Après près de six décennies d’investigations, un homme de 92 ans, Ryland Headley, a été jugé coupable du meurtre de Louisa Dunne, une femme retrouvée morte chez elle en 1967. Ce verdict a été prononcé par la Crown Court de Bristol, le lundi 30 juin. La résolution de ce cold case illustre l’importance des avancées technologiques en matière d’ADN.
Le contexte du meurtre

En 1967, Louisa Dunne, âgée de 75 ans, a été découverte sans vie dans son salon par un voisin. Les enquêteurs ont établi que Louisa avait subi une agression sexuelle avant d’être étranglée. Des cris ont été entendus cette nuit-là venant de son domicile, provoquant l’indignation à travers Bristol.
Malgré les efforts considérables pour élucider l’affaire, impliquant plus de 8 000 enquêtes, 2 000 témoignages, et la collecte de 19 000 empreintes digitales, aucune trace concrète sur un suspect n’avait pu être établie pendant longtemps.
La percée scientifique
Les autorités britanniques ont conservé les vêtements portés par Louisa au moment des faits, en particulier sa jupe bleue. En début d’année 2023, la police d’Avon et Somerset a ranimé l’enquête sur ce cold case considéré comme le plus ancien du pays. Des analyses ADN menées sur cette jupe ont révélé la présence de sperme correspondant à celui enregistré au fichier des délinquants sexuels appartenant à Ryland Headley.
« La jupe cachait tous ces secrets depuis 57 ans », témoigne la petite-fille de Louisa.
Headley avait alors 34 ans lorsqu’il s’est rendu coupable du crime et était déjà connu pour ses antécédents criminels, ayant notamment purgé une peine pour plusieurs viols dans les années qui ont suivi l’assassinat.
Des crimes impunis
Lors du procès, il est apparu comme « un vieil homme vulnérable et faible ». Cependant, l’inspecteur Marchant ne s’est pas privé d’insister sur le fait que « des crimes d’une telle ampleur ne devraient jamais rester impunis », s’engageant à résoudre davantage de cold cases dans la région.

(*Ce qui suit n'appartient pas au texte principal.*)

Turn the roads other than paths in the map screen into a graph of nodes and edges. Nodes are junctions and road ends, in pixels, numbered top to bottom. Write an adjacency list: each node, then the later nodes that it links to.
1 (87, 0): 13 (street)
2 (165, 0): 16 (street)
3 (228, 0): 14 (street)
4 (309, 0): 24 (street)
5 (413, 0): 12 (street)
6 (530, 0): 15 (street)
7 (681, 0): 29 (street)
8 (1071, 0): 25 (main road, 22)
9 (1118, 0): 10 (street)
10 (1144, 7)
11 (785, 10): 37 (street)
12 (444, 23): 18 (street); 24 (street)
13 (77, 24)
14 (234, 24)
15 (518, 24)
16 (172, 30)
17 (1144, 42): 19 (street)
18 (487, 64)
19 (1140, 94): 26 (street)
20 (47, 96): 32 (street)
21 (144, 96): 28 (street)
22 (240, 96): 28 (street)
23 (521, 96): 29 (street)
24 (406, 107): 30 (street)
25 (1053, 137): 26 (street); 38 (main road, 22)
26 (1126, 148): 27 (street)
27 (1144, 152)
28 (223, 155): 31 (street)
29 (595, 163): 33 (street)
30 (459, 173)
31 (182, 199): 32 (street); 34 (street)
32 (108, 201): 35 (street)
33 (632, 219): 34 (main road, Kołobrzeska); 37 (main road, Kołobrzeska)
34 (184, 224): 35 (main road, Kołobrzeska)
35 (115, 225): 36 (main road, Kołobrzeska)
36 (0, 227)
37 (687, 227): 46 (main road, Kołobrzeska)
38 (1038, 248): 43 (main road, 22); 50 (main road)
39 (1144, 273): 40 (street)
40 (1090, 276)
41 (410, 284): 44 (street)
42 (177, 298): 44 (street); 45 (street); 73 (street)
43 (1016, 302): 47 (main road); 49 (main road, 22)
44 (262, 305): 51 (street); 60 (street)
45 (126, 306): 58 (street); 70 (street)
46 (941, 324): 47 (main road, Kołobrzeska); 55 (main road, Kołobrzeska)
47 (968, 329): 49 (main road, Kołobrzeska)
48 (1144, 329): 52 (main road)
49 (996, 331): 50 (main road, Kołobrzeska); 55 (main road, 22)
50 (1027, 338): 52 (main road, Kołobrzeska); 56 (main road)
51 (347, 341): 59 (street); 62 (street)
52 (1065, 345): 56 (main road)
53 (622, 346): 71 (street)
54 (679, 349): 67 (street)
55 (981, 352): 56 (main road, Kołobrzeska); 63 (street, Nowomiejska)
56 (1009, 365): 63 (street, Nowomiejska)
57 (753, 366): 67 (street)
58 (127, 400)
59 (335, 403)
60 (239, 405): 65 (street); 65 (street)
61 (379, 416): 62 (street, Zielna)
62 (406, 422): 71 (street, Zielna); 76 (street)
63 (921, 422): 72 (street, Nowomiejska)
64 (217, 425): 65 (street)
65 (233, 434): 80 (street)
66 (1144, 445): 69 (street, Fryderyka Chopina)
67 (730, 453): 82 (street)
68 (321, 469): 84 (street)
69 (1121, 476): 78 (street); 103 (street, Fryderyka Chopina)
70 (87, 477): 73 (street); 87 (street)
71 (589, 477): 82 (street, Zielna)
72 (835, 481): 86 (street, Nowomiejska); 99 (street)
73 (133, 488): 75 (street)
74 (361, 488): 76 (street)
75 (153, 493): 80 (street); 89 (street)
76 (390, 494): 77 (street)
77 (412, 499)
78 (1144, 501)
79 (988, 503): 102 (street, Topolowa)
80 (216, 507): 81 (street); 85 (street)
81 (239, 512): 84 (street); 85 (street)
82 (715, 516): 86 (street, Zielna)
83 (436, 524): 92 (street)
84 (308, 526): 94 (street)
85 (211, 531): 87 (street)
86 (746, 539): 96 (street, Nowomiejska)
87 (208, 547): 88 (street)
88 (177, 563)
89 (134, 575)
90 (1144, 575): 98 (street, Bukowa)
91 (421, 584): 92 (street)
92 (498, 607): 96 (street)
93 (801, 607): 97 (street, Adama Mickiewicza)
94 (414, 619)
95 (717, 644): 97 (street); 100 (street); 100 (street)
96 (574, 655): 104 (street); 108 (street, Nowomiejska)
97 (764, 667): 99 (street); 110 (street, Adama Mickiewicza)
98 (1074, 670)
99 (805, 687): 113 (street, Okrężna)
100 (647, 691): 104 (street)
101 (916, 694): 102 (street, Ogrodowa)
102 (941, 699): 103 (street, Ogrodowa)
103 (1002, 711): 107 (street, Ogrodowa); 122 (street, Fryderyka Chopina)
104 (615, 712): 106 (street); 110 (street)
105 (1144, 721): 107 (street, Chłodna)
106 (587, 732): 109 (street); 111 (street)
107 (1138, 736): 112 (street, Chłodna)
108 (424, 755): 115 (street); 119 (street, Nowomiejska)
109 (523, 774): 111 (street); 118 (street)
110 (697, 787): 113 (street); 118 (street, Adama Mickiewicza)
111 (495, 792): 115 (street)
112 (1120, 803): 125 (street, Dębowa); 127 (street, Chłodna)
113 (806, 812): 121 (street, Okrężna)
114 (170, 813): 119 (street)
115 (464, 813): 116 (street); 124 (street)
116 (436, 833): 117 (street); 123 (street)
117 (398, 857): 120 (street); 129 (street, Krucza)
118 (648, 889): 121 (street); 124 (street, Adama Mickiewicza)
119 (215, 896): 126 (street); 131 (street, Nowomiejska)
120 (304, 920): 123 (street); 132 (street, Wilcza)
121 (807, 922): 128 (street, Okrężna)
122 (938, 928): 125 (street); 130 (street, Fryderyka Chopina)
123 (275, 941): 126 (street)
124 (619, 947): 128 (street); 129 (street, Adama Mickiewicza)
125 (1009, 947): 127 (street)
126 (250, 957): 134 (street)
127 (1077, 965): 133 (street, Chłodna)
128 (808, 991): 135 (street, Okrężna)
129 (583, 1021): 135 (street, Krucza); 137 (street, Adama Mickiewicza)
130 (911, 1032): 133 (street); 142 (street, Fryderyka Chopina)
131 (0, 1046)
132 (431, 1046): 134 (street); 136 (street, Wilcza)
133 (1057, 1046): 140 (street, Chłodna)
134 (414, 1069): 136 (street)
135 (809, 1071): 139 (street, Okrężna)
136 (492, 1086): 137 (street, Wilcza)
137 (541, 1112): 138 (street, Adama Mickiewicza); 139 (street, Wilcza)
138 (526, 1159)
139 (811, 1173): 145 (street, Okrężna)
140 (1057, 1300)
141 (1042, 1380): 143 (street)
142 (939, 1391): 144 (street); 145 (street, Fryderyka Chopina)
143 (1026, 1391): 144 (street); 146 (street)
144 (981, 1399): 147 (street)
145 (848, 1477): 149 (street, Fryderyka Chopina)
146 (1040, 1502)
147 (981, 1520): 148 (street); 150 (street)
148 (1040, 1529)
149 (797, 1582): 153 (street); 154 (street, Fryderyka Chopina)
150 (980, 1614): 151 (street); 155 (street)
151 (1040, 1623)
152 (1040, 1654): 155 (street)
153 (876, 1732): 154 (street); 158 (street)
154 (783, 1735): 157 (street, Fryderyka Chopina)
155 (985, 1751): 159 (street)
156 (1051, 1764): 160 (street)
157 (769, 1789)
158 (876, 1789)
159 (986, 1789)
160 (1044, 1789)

Charlotte Ream, procureure dans ce dossier tragique, a rappelé combien cet assassinat était horrifiant : « Louisa Dunne est décédée lors d’une horrible agression perpétrée là où elle devrait se sentir le plus sécurisée : chez elle », ajoutant que cela faisait trop longtemps que ce crime était demeuré sans justice.
La petite-fille finit par dire qu’elle n’osait même plus rêver qu’un jour cela pourrait être résolu. Elle confie avoir accepté que certaines affaires pourraient rester non élucidées et qu’il fallait vivre avec « ce vide et cette tristesse ».
Ce verdict rappelle ainsi aux proches des victimes non résolues qu’il existe toujours espoir face à l’obscurité qui entoure certains crimes déplacés dans le temps grâce aux technologies modernes.